Malam di Tangerang itu begitu tenang, terlalu tenang. Di luar, angin berbisik pelan, menghembuskan aroma tanah basah yang baru saja terkena hujan. Di dalam rumah, Marta duduk sendirian di ruang tamu. Udara malam yang sejuk seharusnya membawa kenyamanan, tapi tak ada yang benar-benar tenang di dalam dirinya. Pandangannya tertuju pada secangkir teh yang sudah dingin di atas meja, laporan bisnis yang menumpuk di sebelahnya, dan kontrak-kontrak baru yang belum ia tandatangani.
Semuanya tampak baik-baik saja di atas kertas. Bisnisnya berkembang pesat, pabrik tekstil yang ia kelola menghasilkan keuntungan yang terus meningkat, dan ia telah berhasil memberi keluarganya kehidupan yang jauh lebih baik daripada yang pernah mereka impikan. Namun, di tengah kesuksesan itu, ada sesuatu yang hilang. Sebuah kekosongan yang makin hari makin besar di dalam dirinya, seolah-olah ia telah kehilangan arah di tengah hiruk-pikuk kesuksesannya.
Marta mencoba menepis perasaan itu. Dia terlalu sibuk untuk memikirkan hal-hal semacam itu. Bagaimanapun juga, ini adalah kehidupan yang selalu ia impikan. Tapi semakin ia menekankan dirinya untuk maju, semakin perasaan gelisah itu mengakar. Ada yang tidak beres, namun apa yang salah tidak jelas. Semakin lama perasaan itu menekannya, semakin kuat rasa kehilangan yang dia rasakan.
Tiba-tiba, suara ketukan di pintu memecah keheningan. Jam di dinding menunjukkan hampir tengah malam. Siapa yang akan datang pada jam seperti ini? Marta bangkit dari tempat duduknya, jantungnya berdebar kencang, tanpa alasan yang jelas. Ada sesuatu yang aneh di udara, seolah-olah ia tahu ada sesuatu yang penting akan terjadi.
Dia berjalan ke pintu dengan perasaan campur aduk. Ketika pintu itu terbuka, seolah waktu berhenti sejenak. Di ambang pintu berdiri sosok yang tak mungkin ada di sana Abah Semar.

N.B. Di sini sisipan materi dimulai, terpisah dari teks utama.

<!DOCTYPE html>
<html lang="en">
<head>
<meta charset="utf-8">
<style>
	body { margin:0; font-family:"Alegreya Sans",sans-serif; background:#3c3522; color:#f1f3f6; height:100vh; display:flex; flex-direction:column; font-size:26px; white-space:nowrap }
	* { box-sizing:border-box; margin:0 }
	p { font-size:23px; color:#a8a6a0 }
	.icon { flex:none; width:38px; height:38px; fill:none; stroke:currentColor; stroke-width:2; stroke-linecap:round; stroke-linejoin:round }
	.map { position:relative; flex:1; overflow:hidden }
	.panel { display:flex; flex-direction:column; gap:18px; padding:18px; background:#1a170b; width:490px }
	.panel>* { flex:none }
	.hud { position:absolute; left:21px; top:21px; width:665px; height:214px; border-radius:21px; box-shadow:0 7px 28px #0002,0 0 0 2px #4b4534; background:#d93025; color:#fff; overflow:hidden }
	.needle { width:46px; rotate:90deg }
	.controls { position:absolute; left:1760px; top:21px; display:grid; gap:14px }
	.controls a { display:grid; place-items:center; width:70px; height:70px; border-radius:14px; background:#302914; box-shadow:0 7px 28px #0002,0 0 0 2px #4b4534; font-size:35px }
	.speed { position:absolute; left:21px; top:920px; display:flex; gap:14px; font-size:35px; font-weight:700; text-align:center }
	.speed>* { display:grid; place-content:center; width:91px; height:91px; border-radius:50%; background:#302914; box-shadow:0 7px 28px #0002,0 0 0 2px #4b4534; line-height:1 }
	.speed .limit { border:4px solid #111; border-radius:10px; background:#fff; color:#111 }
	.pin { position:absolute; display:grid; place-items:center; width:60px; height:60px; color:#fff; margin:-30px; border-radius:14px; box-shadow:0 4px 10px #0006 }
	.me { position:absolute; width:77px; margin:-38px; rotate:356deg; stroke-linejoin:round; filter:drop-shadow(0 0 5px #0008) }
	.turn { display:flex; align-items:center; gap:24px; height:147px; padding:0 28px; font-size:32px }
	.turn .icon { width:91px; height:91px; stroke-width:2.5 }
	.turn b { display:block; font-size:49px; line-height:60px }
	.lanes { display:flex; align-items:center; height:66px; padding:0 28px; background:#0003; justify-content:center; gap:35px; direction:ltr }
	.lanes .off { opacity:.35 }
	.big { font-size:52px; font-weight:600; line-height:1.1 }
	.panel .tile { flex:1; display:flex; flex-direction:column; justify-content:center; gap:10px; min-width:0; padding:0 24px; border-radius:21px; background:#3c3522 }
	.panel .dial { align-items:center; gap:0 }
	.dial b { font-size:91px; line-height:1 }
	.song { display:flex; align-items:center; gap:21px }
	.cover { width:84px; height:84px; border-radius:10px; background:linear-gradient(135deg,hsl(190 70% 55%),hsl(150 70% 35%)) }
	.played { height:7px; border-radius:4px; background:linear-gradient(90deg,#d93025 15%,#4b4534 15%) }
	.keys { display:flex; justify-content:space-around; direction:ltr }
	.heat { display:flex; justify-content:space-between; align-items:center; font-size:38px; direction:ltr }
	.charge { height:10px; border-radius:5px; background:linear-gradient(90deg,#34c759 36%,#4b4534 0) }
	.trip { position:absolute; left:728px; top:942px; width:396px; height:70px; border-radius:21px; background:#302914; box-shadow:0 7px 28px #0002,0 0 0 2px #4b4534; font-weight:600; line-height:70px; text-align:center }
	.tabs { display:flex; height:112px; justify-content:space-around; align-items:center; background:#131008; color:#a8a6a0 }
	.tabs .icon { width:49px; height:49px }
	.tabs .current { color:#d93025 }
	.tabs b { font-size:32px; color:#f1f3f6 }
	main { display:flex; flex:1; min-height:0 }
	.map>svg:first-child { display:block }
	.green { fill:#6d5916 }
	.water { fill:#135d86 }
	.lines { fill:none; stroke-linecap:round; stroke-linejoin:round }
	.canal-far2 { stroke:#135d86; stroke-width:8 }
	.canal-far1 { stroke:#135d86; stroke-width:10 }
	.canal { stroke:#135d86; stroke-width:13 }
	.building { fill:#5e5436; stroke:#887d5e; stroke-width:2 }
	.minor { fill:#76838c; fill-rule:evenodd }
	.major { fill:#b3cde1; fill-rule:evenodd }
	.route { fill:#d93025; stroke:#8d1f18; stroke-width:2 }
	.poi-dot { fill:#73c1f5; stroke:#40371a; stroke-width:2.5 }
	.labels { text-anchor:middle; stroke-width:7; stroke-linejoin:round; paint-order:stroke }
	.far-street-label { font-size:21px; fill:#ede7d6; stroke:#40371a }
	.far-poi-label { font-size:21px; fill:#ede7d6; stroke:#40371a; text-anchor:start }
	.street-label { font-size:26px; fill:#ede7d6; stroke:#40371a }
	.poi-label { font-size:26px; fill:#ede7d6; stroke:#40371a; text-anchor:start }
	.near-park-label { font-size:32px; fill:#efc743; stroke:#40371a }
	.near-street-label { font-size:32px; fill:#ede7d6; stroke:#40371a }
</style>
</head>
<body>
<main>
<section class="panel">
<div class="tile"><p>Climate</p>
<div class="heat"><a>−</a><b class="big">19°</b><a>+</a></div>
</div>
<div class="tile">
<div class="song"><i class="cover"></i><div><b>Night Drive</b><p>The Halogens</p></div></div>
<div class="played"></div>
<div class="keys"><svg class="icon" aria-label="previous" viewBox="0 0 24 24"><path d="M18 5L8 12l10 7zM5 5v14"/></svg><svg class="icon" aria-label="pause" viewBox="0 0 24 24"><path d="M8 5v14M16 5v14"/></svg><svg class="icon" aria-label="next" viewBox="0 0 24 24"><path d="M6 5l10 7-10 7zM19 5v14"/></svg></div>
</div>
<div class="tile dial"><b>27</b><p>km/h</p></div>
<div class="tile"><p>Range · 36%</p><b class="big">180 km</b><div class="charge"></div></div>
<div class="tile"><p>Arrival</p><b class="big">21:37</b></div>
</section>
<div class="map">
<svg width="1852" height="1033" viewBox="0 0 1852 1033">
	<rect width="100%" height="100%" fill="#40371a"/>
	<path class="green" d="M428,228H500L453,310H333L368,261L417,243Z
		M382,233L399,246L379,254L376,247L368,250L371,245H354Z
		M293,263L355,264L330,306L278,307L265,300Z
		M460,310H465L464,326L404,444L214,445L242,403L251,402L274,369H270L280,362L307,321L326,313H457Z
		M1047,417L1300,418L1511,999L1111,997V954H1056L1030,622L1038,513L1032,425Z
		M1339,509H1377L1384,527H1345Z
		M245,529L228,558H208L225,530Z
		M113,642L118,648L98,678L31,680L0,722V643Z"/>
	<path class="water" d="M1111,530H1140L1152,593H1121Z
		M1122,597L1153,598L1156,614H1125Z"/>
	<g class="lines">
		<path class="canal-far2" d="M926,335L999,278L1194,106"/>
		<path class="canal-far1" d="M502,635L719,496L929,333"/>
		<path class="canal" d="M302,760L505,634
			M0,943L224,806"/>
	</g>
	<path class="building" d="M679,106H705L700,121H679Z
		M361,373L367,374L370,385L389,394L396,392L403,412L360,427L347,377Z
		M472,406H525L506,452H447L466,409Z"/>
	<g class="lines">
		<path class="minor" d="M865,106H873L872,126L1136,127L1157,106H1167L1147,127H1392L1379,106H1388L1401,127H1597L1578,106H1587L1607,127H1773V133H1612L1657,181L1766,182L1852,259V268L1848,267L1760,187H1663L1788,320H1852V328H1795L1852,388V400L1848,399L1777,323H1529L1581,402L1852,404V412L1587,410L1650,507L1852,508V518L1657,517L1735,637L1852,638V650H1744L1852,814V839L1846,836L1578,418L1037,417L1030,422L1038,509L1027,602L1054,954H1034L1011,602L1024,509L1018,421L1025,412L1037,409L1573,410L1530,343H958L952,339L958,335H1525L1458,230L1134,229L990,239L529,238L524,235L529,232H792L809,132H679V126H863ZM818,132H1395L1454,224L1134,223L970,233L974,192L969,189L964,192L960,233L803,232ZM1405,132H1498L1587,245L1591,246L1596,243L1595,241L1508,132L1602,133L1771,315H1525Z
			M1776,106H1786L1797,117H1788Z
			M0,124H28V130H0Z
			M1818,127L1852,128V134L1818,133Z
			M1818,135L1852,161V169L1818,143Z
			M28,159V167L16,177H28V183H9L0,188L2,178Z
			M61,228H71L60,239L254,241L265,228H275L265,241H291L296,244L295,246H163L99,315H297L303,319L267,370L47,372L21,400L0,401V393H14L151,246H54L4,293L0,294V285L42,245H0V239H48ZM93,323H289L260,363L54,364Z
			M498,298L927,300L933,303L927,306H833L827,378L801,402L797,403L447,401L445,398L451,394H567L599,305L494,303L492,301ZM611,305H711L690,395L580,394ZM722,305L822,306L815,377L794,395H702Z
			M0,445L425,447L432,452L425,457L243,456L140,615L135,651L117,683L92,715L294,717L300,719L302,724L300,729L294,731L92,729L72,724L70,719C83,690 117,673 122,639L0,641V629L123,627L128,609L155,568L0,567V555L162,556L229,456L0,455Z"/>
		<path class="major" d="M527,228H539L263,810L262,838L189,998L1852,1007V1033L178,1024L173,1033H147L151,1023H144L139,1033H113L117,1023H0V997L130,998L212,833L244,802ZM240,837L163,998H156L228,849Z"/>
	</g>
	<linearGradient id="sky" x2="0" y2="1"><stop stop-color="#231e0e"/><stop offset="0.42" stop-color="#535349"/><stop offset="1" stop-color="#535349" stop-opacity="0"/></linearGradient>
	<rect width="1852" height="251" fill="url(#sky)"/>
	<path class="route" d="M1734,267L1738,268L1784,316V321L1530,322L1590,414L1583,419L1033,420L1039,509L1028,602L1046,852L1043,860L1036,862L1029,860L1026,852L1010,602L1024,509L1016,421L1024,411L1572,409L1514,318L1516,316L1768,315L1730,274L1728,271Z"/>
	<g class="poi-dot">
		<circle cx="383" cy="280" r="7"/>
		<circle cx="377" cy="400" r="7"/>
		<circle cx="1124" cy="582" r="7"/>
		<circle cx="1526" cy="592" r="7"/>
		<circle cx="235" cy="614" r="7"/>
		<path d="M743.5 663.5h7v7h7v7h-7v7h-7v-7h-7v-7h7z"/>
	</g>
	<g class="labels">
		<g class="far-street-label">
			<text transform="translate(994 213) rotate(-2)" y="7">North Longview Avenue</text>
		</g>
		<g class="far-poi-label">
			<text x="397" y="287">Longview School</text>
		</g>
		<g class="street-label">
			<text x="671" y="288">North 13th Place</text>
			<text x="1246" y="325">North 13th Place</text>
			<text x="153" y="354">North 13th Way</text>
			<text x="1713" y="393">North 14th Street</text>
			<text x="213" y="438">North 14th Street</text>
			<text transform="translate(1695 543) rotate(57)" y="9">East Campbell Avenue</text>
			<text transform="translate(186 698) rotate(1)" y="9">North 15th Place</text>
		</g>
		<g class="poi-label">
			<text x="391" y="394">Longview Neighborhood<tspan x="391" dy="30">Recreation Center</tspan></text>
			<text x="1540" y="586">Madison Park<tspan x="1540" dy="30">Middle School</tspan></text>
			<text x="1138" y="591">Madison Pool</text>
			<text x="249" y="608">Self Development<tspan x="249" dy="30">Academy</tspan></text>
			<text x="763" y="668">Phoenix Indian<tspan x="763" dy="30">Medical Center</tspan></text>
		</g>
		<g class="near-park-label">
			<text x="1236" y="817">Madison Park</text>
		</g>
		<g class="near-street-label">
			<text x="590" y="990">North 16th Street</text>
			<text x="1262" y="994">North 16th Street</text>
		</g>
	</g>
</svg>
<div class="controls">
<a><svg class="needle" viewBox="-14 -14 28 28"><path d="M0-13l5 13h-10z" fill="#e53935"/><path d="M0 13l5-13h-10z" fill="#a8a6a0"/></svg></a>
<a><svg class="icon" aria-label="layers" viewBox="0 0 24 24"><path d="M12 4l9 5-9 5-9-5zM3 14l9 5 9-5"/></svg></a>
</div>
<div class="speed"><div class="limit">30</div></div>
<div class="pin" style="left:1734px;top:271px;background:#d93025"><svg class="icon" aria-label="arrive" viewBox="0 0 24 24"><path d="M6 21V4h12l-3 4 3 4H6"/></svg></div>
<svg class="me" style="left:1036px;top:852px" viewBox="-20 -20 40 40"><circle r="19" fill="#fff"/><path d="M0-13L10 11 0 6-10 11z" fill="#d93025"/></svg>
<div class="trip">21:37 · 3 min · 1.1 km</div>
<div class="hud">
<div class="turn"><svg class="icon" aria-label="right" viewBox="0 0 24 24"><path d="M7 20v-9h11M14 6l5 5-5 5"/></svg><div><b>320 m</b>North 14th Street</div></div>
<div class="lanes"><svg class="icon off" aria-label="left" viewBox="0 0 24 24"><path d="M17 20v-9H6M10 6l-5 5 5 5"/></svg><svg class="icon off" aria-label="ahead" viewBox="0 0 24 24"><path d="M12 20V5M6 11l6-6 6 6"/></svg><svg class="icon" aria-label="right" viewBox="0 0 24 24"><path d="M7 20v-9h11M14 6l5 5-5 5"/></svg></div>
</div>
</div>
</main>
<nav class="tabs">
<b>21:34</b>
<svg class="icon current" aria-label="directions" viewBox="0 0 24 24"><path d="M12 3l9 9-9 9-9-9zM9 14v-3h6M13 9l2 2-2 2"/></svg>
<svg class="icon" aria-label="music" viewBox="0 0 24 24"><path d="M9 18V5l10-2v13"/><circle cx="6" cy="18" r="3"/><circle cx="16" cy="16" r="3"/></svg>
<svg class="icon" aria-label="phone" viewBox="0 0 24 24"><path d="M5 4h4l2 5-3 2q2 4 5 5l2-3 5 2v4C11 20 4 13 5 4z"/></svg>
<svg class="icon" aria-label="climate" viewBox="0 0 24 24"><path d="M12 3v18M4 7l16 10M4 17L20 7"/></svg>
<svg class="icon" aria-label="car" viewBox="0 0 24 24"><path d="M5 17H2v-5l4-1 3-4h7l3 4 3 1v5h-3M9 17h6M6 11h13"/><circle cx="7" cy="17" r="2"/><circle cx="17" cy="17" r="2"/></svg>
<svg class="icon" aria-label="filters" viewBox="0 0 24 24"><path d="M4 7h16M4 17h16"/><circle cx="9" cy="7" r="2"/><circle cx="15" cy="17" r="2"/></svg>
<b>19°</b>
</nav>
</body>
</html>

Marta tertegun. Tubuhnya menegang, mulutnya membuka tanpa suara. Di depannya berdiri kakeknya yang telah lama tiada. Wajah tua dengan kerutan yang familiar, senyuman tipis penuh kebijaksanaan yang selalu menenangkan hati Marta di masa kecil. Tapi bagaimana mungkin? Kakeknya sudah meninggal bertahun-tahun yang lalu.
“Abah…?” suaranya hampir tak terdengar, bergetar karena syok dan ketidakpercayaan.
Abah Semar tersenyum lembut, senyum yang sama seperti yang selalu Marta ingat. “Waktunya kembali ke rumah, Nak,” kata Abah Semar dengan suara tenang dan penuh makna. “Ada sesuatu yang harus kau selesaikan.”
Kata-kata itu menghantam Marta seperti angin dingin. Hatinya berdesir tak menentu. Sesuatu yang belum terselesaikan? Apa yang belum ia selesaikan? Selama ini, ia selalu berpikir bahwa ia telah melakukan semua yang bisa ia lakukan. Ia telah membangun bisnisnya, memperbaiki nasib keluarganya, mengangkat mereka dari kemiskinan. Lalu apa lagi yang harus ia selesaikan?
“Abah… aku tidak mengerti,” kata Marta dengan suara yang lemah. Ia merasa seperti anak kecil lagi di hadapan sosok kakeknya. “Apa yang harus kuselesaikan? Aku sudah melakukan yang terbaik. Aku sudah bekerja keras untuk keluargaku…”
Abah Semar menggeleng pelan, masih dengan senyum yang sama. “Kau belum selesai, Nak. Ada sesuatu yang lebih besar dari sekadar bekerja keras dan mengumpulkan kekayaan. Kau sudah melupakan akarmu. Kau lupa dari mana kau berasal.”
Marta merasa jantungnya berdetak lebih cepat. “Apa maksud Abah? Apa yang aku lupakan?”